Geralmente, a coisa ocorre assim: Ao fazer uma observação particular um autor citará um versículo da carta de Marvin escrita a Paulo e Sally. O autor depois levantará outro versículo da carta escrita a Jetro e Matilda. Ele extrairá outro versículo de outra carta. Depois ele tece estes três versículos juntos e com base nisto constrói sua filosofia particular sobre o matrimônio.
Cada sociólogo e terapeuta matrimonial que escreve um livro sobre o matrimônio fazem o mesmo. Todavia há aqui uma grande ironia. Cada um destes autores constantemente contradiz os demais embora utilizem a mesma fonte!
Mas isso não é tudo. As cartas de Marvin adquirem o ranço de uma prosa fria quando originalmente elas eram vivas, eram cartas que se referiam a pessoas reais e lugares verídicos. Mas elas viraram uma arma nas mãos de homens motivados por agendas. Muitos autores começaram a empregar textos comprobatórios isolados da obra de Marvin para defender-se perante aqueles que não concordavam com sua filosofia matrimonial.
Como puderam fazer isso? Como saber quem está certo? Como podem todos estes sociólogos contradizer-se mutuamente enquanto usam a mesma fonte!? É porque as cartas foram retiradas de seu contexto histórico. Cada carta foi arrancada de sua seqüência cronológica e de seu cenário da vida real.

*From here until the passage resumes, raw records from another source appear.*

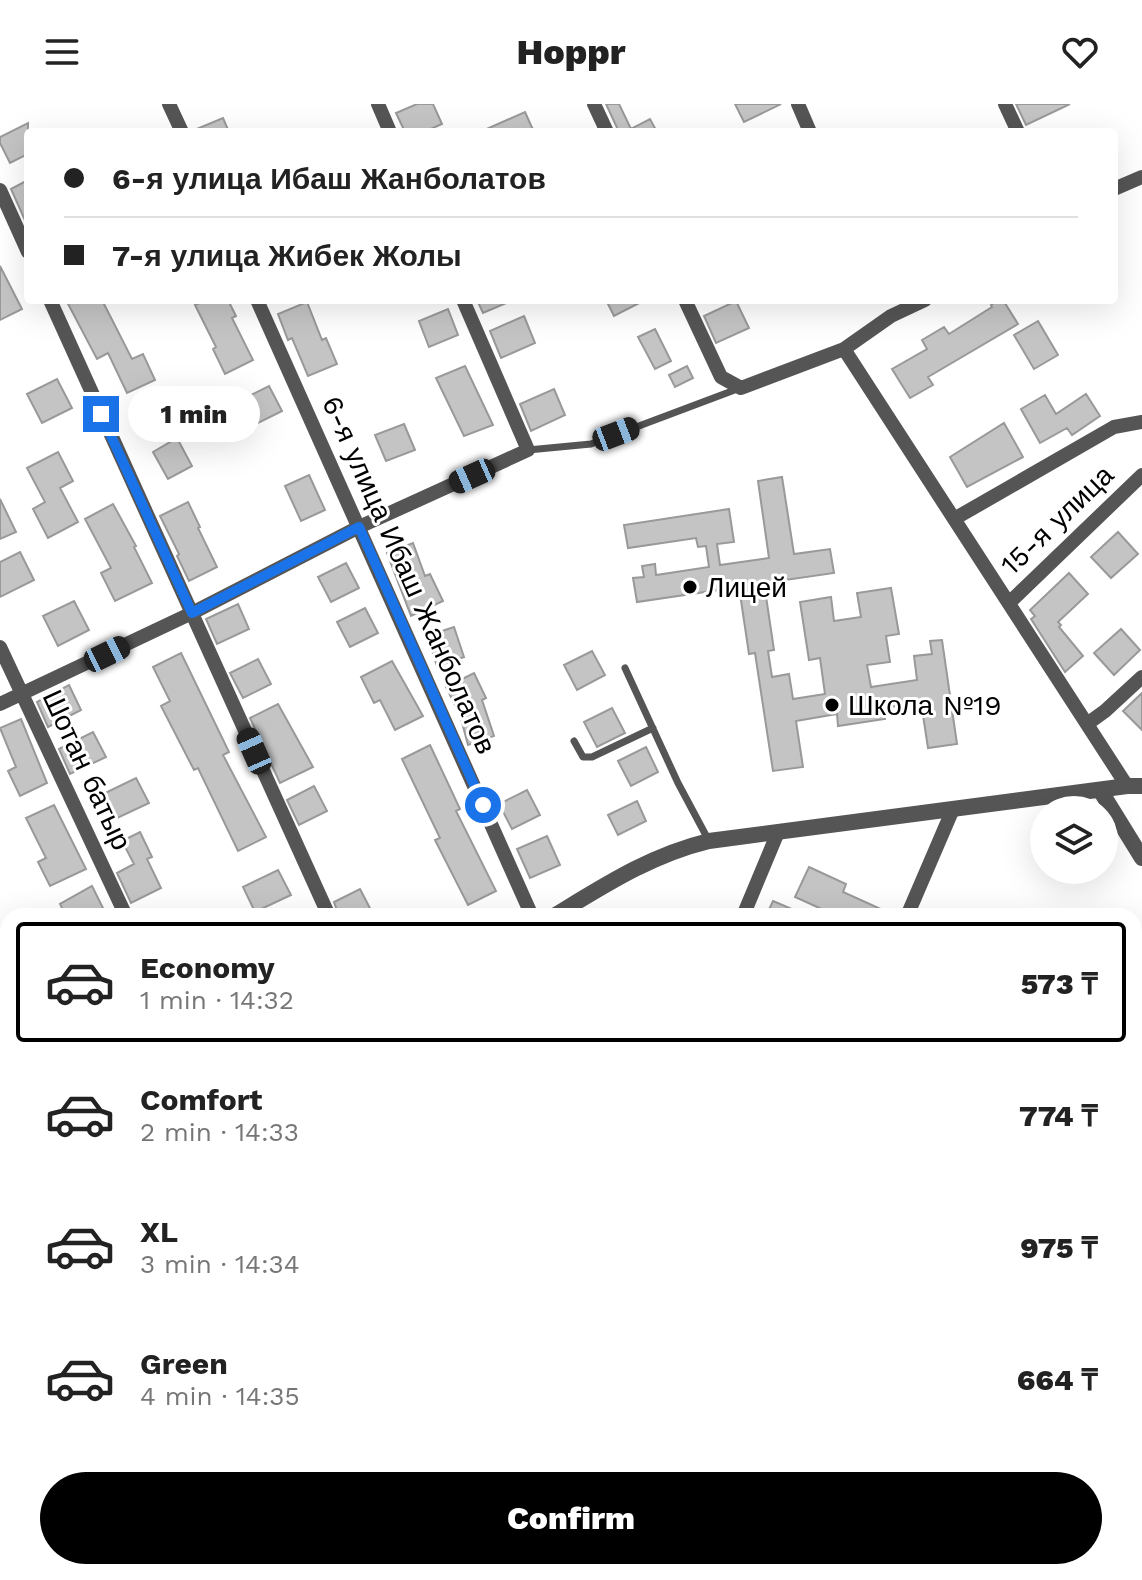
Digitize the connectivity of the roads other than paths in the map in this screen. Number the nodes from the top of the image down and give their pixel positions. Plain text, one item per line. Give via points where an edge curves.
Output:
1 (169, 104) edge
2 (378, 104) edge
3 (594, 104) edge
4 (798, 104) edge
5 (1005, 104) edge
6 (180, 128) edge
7 (388, 128) edge
8 (605, 128) edge
9 (808, 128) edge
10 (1016, 128) edge
11 (1142, 177) edge
12 (1118, 187) edge
13 (0, 190) edge
14 (24, 243) edge
15 (52, 304) edge
16 (259, 304) edge
17 (465, 304) edge
18 (687, 304) edge
19 (886, 304) edge
20 (916, 304) edge
21 (891, 316) junction
22 (844, 349) junction
23 (741, 388) junction
24 (1142, 422) edge
25 (528, 450) junction
26 (1142, 475) edge
27 (954, 519) junction
28 (359, 527) junction
29 (1009, 603) junction
30 (192, 613) junction
31 (0, 647) edge
32 (625, 668) dead end
33 (1142, 677) edge
34 (22, 694) junction
35 (0, 704) edge
36 (1087, 724) junction
37 (653, 728) junction
38 (574, 741) dead end
39 (1135, 786) edge
40 (1100, 790) junction
41 (953, 809) junction
42 (778, 832) junction
43 (709, 841) junction
44 (1142, 858) edge
45 (122, 908) edge
46 (325, 908) edge
47 (528, 908) edge
48 (567, 908) edge
49 (746, 908) edge
50 (910, 908) edge

1 - 6 street
2 - 7 street
3 - 8 street
4 - 9 street
5 - 10 street
11 - 12 street
13 - 14 street
15 - 30 street
16 - 28 street, 6-я улица Ибаш Жанболатов
17 - 25 street
18 - 23 street via 721,377
19 - 21 street
20 - 21 street
21 - 22 street
22 - 23 street
22 - 27 street
23 - 25 lane via 591,444
24 - 27 street via 1114,427
25 - 28 street
26 - 29 street, 15-я улица
27 - 29 street
28 - 30 street
28 - 47 street, 6-я улица Ибаш Жанболатов
29 - 36 street
30 - 34 street
30 - 46 street
31 - 34 street, Шотан батыр
32 - 37 lane
33 - 36 street
34 - 35 street
34 - 45 street, Шотан батыр
36 - 39 street
37 - 38 lane via 592,757 583,757
37 - 43 lane
39 - 40 street
40 - 41 street
40 - 44 street
41 - 42 street
41 - 50 street
42 - 43 street
42 - 49 street
43 - 48 street via 634,867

Em outras palavras, as cartas de Marvin Snurdly foram transformadas em uma série de frases isoladas, fragmentadas, desunidas — facilitando o trabalho de quem queira levantar uma frase de uma carta, uma frase de outra carta, para depois uni-las e criar a filosofia matrimonial segundo seu gosto.
Uma história surpreendente, não é? Bom, o ponto é esse. Não importa se você percebeu ou não, acabo de descrever seu NT!
Texto de: “Frank A. Viola”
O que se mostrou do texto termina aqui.